How to complete this task:
What lines in the material hold the string "image"? Return every one of them.

Supplied entries:
· · · ·

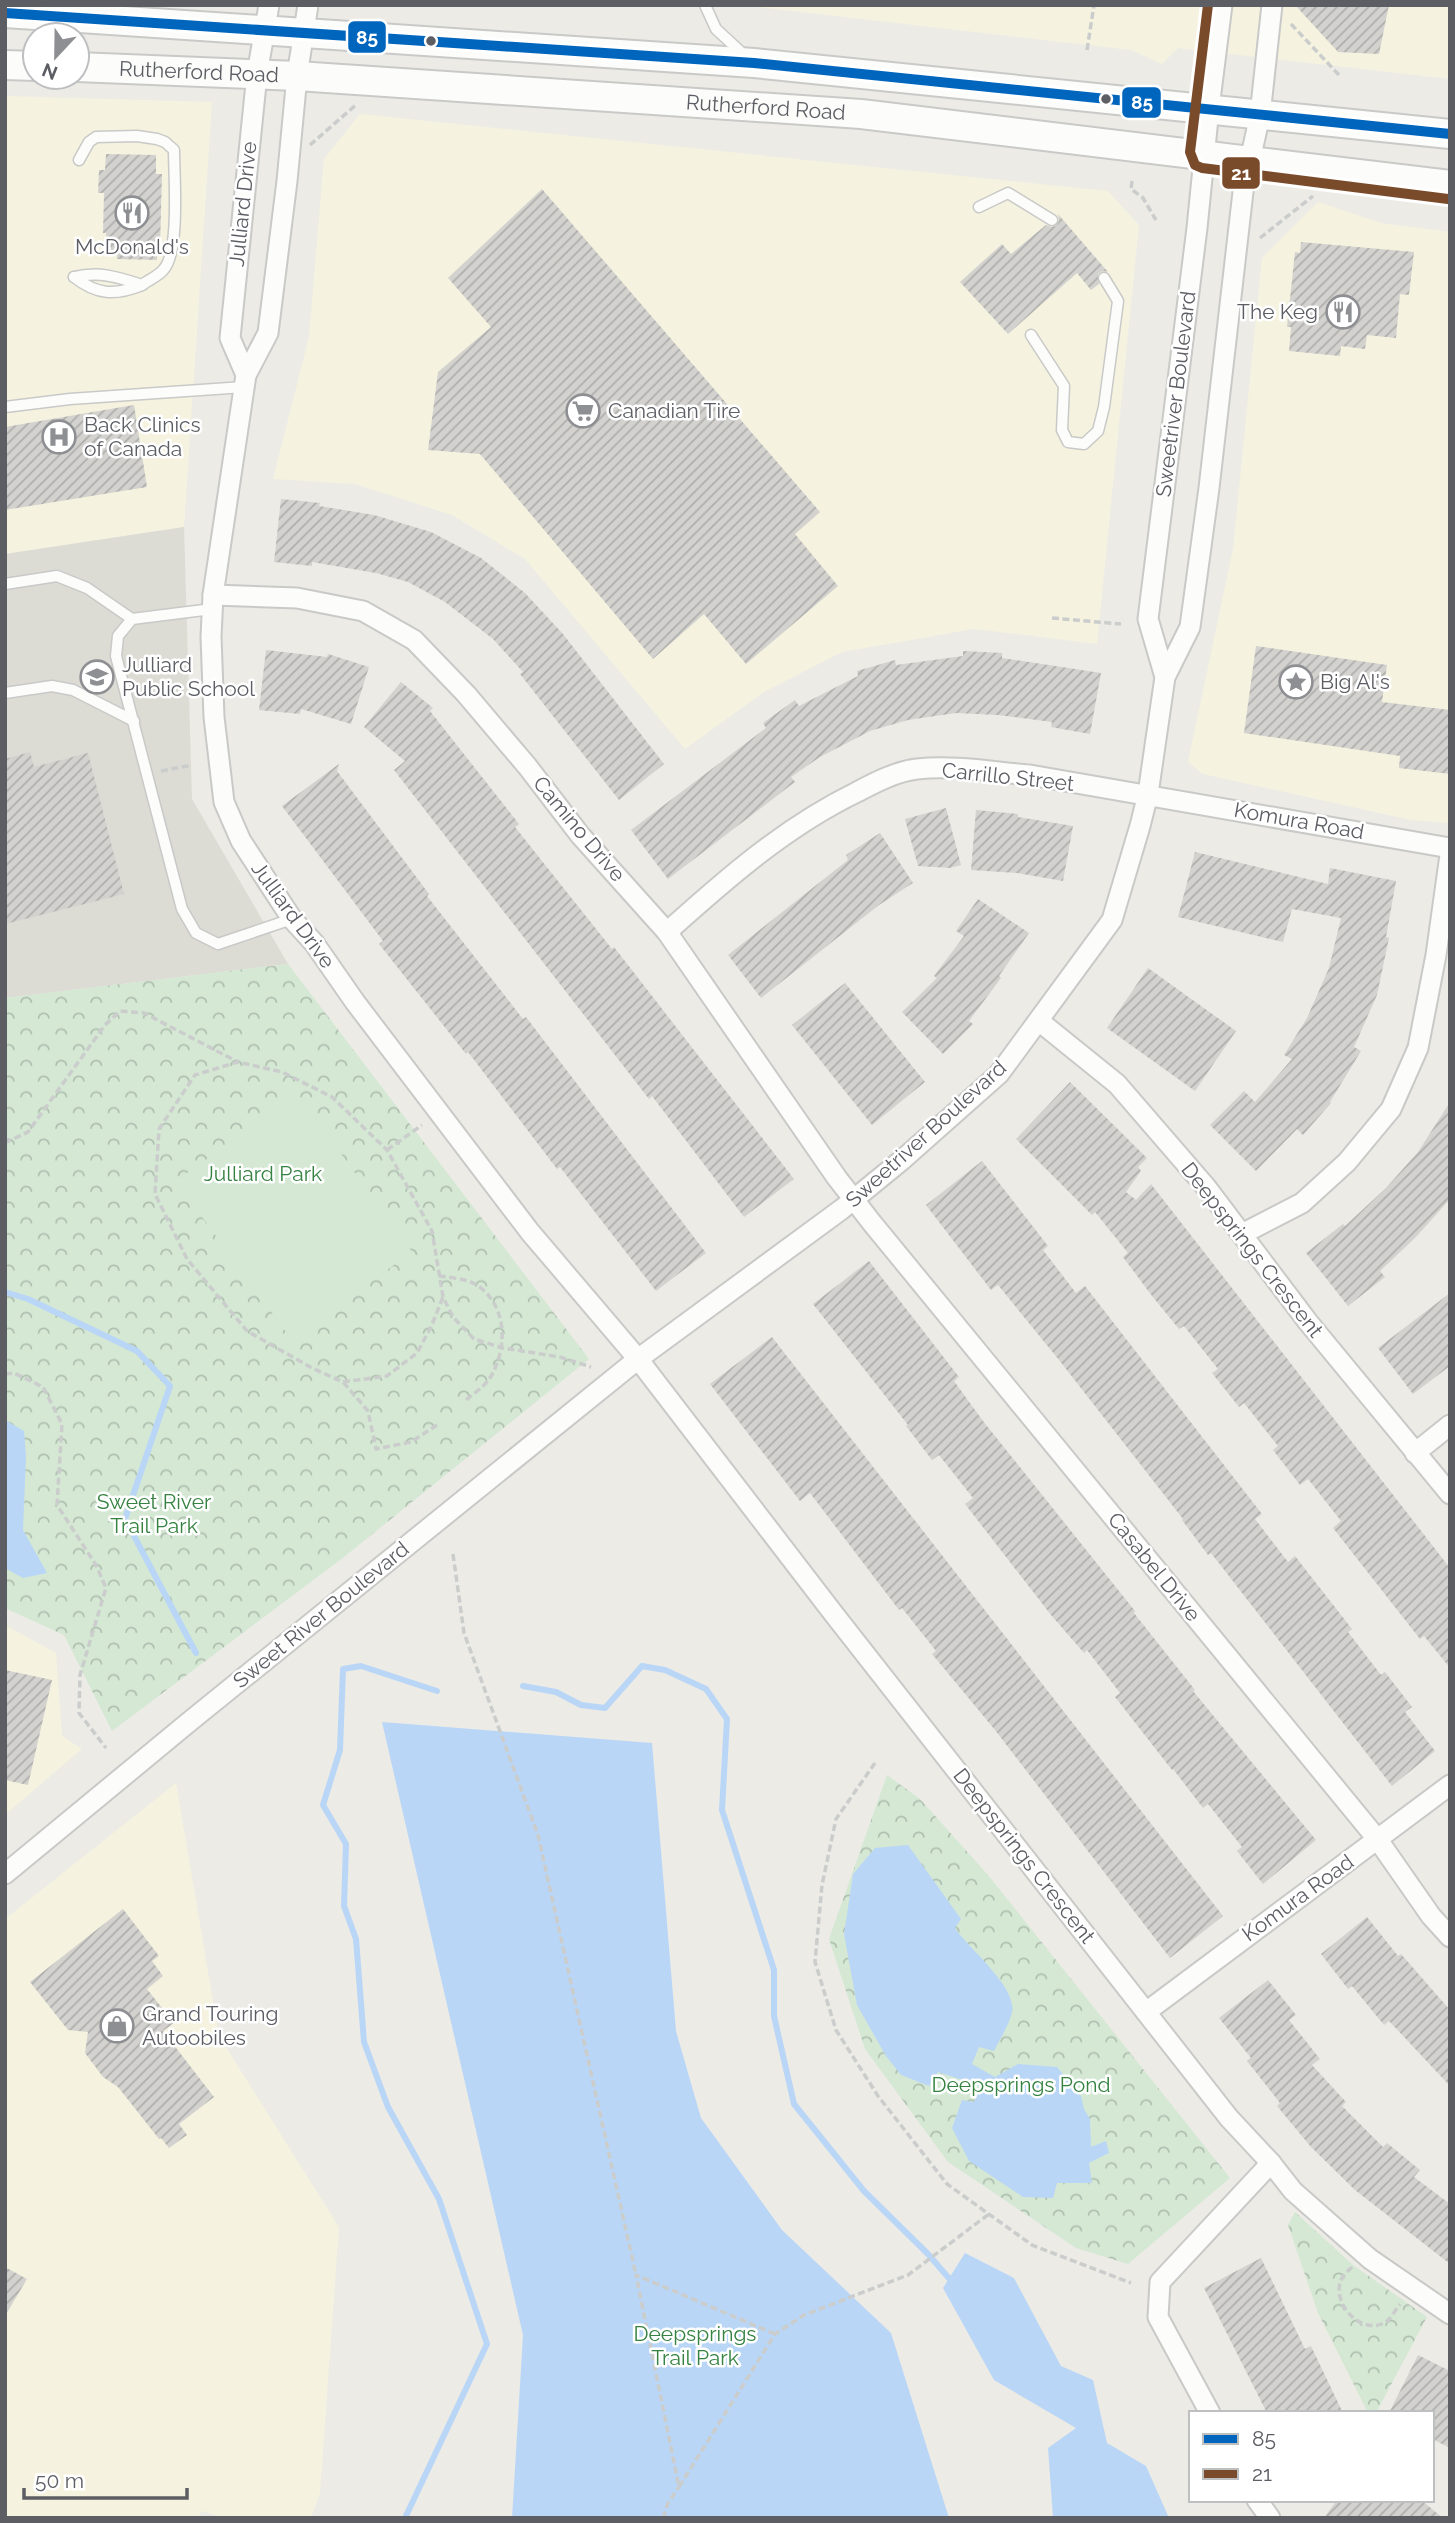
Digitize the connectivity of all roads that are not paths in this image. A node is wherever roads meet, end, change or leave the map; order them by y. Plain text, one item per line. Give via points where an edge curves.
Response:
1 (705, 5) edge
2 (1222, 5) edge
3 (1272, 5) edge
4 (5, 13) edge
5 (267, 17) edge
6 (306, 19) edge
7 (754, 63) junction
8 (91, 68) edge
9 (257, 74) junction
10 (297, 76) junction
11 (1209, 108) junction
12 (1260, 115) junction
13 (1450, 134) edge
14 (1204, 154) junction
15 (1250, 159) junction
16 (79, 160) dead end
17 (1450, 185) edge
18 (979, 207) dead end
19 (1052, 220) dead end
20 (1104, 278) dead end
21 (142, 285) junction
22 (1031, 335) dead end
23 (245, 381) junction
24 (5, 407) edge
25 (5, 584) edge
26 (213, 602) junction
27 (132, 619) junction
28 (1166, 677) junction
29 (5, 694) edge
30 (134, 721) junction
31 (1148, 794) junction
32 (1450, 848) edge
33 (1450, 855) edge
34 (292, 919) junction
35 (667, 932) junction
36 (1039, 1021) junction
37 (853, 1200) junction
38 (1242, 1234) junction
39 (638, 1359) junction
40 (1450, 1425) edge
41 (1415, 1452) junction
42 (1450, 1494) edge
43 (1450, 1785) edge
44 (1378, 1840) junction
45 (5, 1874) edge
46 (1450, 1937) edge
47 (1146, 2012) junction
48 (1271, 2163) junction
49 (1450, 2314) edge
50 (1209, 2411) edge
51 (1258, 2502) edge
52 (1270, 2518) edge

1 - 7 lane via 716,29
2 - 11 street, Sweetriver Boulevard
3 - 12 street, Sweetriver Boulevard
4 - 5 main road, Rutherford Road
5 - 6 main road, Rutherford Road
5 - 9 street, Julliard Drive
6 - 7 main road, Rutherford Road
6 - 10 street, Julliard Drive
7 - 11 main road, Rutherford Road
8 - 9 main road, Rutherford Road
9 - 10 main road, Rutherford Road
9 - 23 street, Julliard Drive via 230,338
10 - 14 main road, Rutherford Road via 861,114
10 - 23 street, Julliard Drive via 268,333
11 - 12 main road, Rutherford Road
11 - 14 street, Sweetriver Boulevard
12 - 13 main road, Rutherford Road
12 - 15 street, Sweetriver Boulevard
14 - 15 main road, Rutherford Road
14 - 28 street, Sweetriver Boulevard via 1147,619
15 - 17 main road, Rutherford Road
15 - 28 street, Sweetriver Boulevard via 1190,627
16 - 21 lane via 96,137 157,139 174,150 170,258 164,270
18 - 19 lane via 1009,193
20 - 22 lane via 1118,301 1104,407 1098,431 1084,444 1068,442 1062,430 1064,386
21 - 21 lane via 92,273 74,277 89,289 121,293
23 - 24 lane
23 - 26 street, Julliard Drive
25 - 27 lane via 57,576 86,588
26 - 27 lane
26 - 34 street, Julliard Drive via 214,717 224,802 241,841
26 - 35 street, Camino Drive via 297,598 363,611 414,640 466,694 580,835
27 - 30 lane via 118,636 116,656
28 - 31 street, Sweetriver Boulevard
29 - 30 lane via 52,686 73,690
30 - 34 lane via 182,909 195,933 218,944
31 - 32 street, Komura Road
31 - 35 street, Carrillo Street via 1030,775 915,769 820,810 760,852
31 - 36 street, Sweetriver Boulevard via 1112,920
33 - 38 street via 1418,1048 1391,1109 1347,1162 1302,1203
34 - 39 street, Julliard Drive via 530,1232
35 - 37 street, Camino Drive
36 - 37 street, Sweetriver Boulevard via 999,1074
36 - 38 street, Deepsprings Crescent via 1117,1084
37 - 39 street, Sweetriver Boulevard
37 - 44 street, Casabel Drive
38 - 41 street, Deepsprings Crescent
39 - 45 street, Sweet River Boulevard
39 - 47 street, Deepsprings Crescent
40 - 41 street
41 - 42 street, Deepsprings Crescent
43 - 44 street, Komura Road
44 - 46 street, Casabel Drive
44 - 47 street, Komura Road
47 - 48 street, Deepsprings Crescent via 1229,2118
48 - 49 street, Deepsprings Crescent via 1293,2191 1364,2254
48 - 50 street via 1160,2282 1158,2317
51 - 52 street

· · · ·

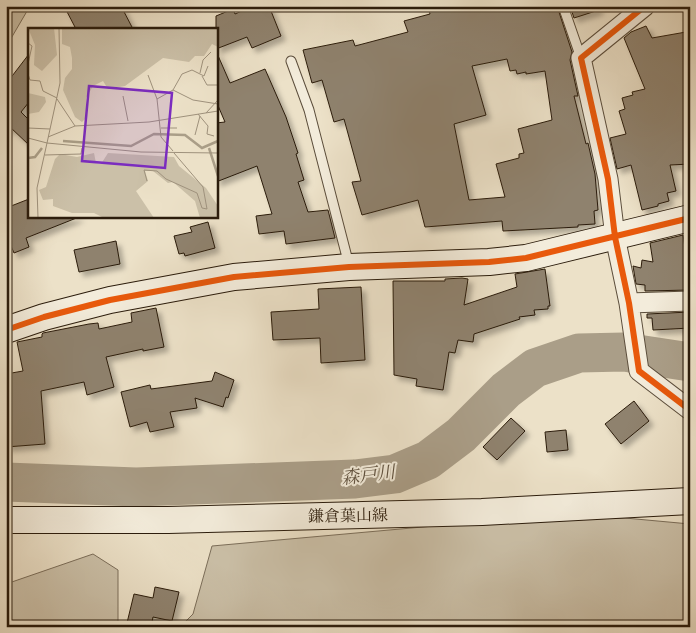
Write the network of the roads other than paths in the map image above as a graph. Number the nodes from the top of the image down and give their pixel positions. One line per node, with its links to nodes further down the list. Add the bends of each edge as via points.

· · · ·

Your response:
Digitize the connectivity of all roads that are not paths in this image. A node is wherever roads meet, end, change or leave the map; order them by y. Plain text, one item per line. Give via points where an edge curves.
Write the network of the roads other than paths in the map image above as a graph. Number the nodes from the top of the image down and give their pixel positions. One line per node, with its links to nodes further down the list. Add the bends of each edge as via points.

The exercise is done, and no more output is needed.